• INSTRUCTIONS TO FOLLOW: In your copy, each record should read exactly as it does below, and no pictures should be present.

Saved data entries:
+ + +

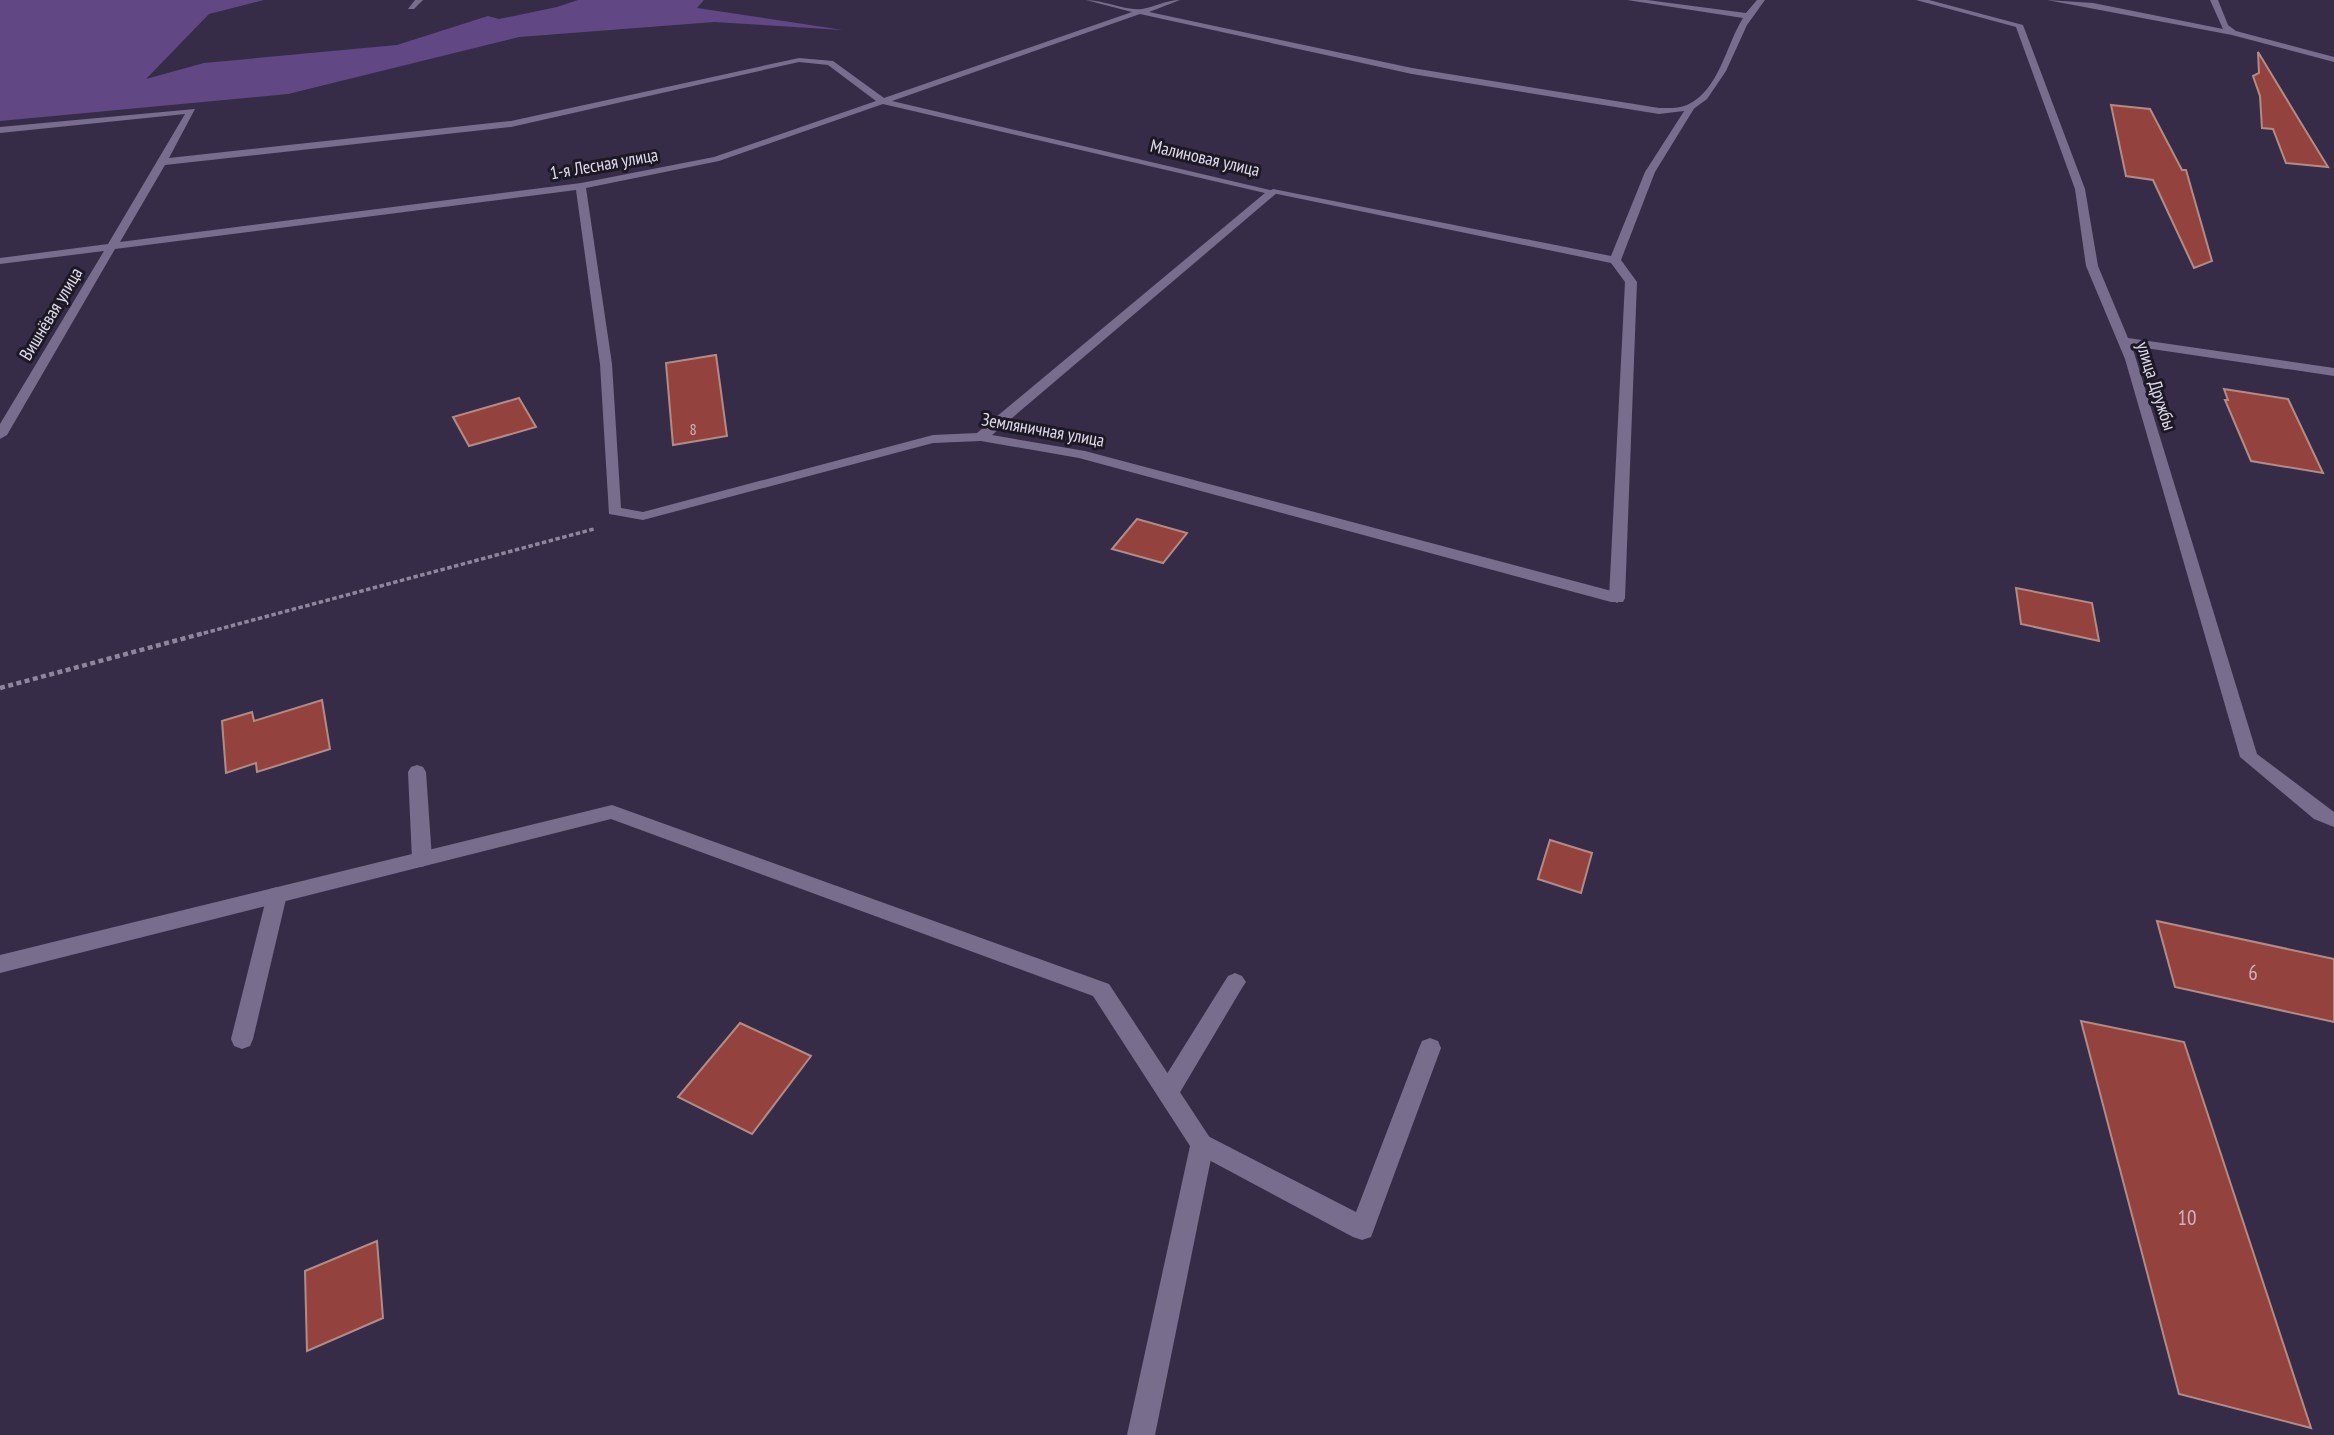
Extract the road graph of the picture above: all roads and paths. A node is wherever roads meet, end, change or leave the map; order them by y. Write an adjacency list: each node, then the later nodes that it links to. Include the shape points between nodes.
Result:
1 (419, 0): 9 (street)
2 (1090, 0): 10 (street)
3 (1176, 0): 10 (street, 1-я Лесная улица)
4 (1631, 0): 11 (street)
5 (1761, 0): 11 (street)
6 (1920, 0): 23 (street, улица Дружбы, via 2019,25 2080,189 2092,266)
7 (2051, 0): 12 (street)
8 (2214, 0): 12 (street)
9 (411, 7)
10 (1140, 12): 14 (street, 1-я Лесная улица); 15 (street, via 1412,71 1659,111)
11 (1748, 16): 15 (street, via 1710,92)
12 (2233, 33): 13 (street)
13 (2334, 60)
14 (882, 101): 17 (street, via 830,63 799,60 511,124); 18 (street, 1-я Лесная улица, via 716,159); 19 (street, Малиновая улица)
15 (1692, 107): 21 (street, via 1650,172)
16 (0, 130): 17 (street, Вишнёвая улица, via 192,111)
17 (162, 162): 20 (street, Вишнёвая улица)
18 (581, 187): 20 (street, 1-я Лесная улица); 27 (street, via 606,364 614,511)
19 (1273, 192): 21 (street); 26 (street, Малиновая улица)
20 (110, 248): 22 (street, 1-я Лесная улица); 25 (street, Вишнёвая улица)
21 (1615, 260): 26 (street, Земляничная улица, via 1631,282 1617,598 1080,454)
22 (0, 261)
23 (2123, 341): 24 (street); 30 (street, улица Дружбы, via 2249,757 2320,814)
24 (2334, 372)
25 (0, 435)
26 (981, 437): 27 (street, Земляничная улица, via 933,439)
27 (643, 516): 28 (path)
28 (0, 688)
29 (417, 772): 31 (street)
30 (2334, 820)
31 (422, 859): 32 (street); 37 (street, via 612,812 1101,990)
32 (277, 895): 33 (street); 35 (street)
33 (0, 964)
34 (1235, 982): 37 (street)
35 (242, 1039)
36 (1430, 1048): 38 (street, via 1362,1228)
37 (1168, 1092): 38 (street)
38 (1202, 1144): 39 (street)
39 (1142, 1435)

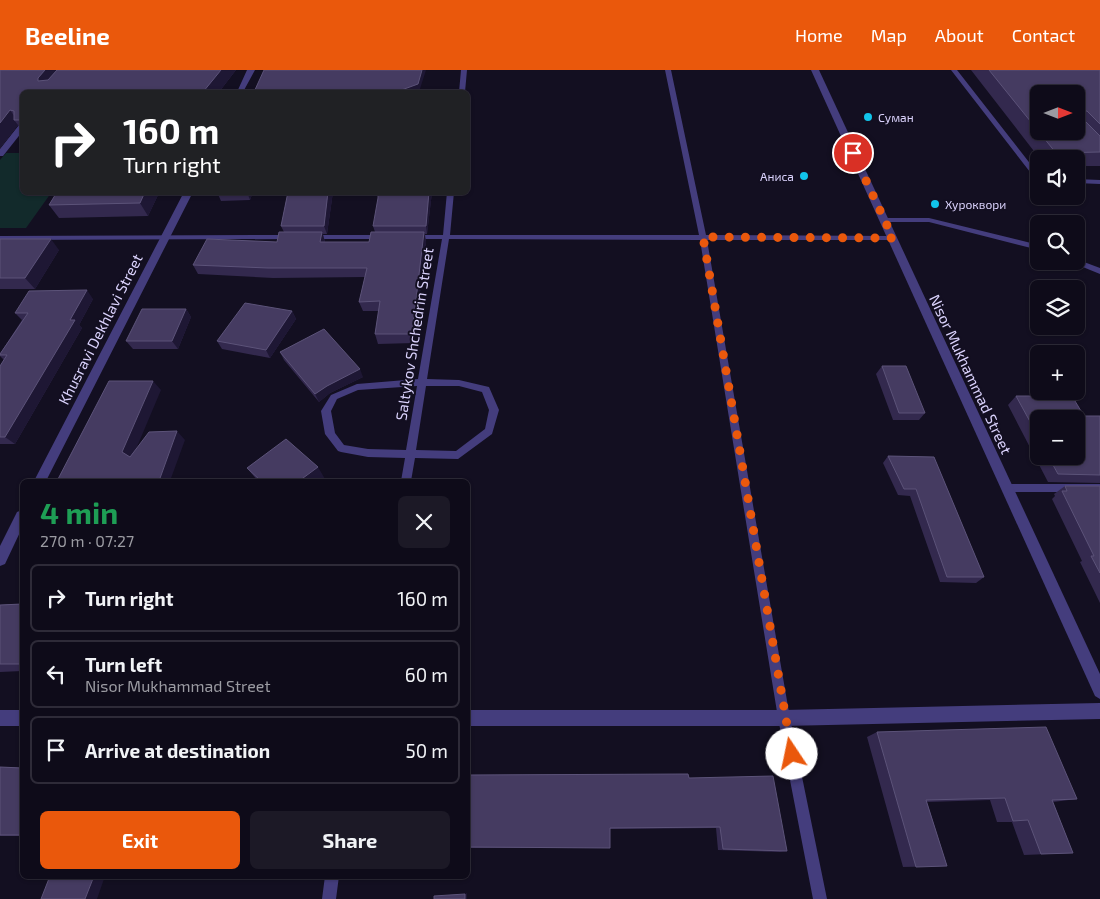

+ + +

• TASK RESULT:
Extract the road graph of the picture above: all roads and paths. A node is wherever roads meet, end, change or leave the map; order them by y. Write an adjacency list: each node, then the later nodes that it links to. Include the shape points between nodes.
Result:
1 (419, 0): 9 (street)
2 (1090, 0): 10 (street)
3 (1176, 0): 10 (street, 1-я Лесная улица)
4 (1631, 0): 11 (street)
5 (1761, 0): 11 (street)
6 (1920, 0): 23 (street, улица Дружбы, via 2019,25 2080,189 2092,266)
7 (2051, 0): 12 (street)
8 (2214, 0): 12 (street)
9 (411, 7)
10 (1140, 12): 14 (street, 1-я Лесная улица); 15 (street, via 1412,71 1659,111)
11 (1748, 16): 15 (street, via 1710,92)
12 (2233, 33): 13 (street)
13 (2334, 60)
14 (882, 101): 17 (street, via 830,63 799,60 511,124); 18 (street, 1-я Лесная улица, via 716,159); 19 (street, Малиновая улица)
15 (1692, 107): 21 (street, via 1650,172)
16 (0, 130): 17 (street, Вишнёвая улица, via 192,111)
17 (162, 162): 20 (street, Вишнёвая улица)
18 (581, 187): 20 (street, 1-я Лесная улица); 27 (street, via 606,364 614,511)
19 (1273, 192): 21 (street); 26 (street, Малиновая улица)
20 (110, 248): 22 (street, 1-я Лесная улица); 25 (street, Вишнёвая улица)
21 (1615, 260): 26 (street, Земляничная улица, via 1631,282 1617,598 1080,454)
22 (0, 261)
23 (2123, 341): 24 (street); 30 (street, улица Дружбы, via 2249,757 2320,814)
24 (2334, 372)
25 (0, 435)
26 (981, 437): 27 (street, Земляничная улица, via 933,439)
27 (643, 516): 28 (path)
28 (0, 688)
29 (417, 772): 31 (street)
30 (2334, 820)
31 (422, 859): 32 (street); 37 (street, via 612,812 1101,990)
32 (277, 895): 33 (street); 35 (street)
33 (0, 964)
34 (1235, 982): 37 (street)
35 (242, 1039)
36 (1430, 1048): 38 (street, via 1362,1228)
37 (1168, 1092): 38 (street)
38 (1202, 1144): 39 (street)
39 (1142, 1435)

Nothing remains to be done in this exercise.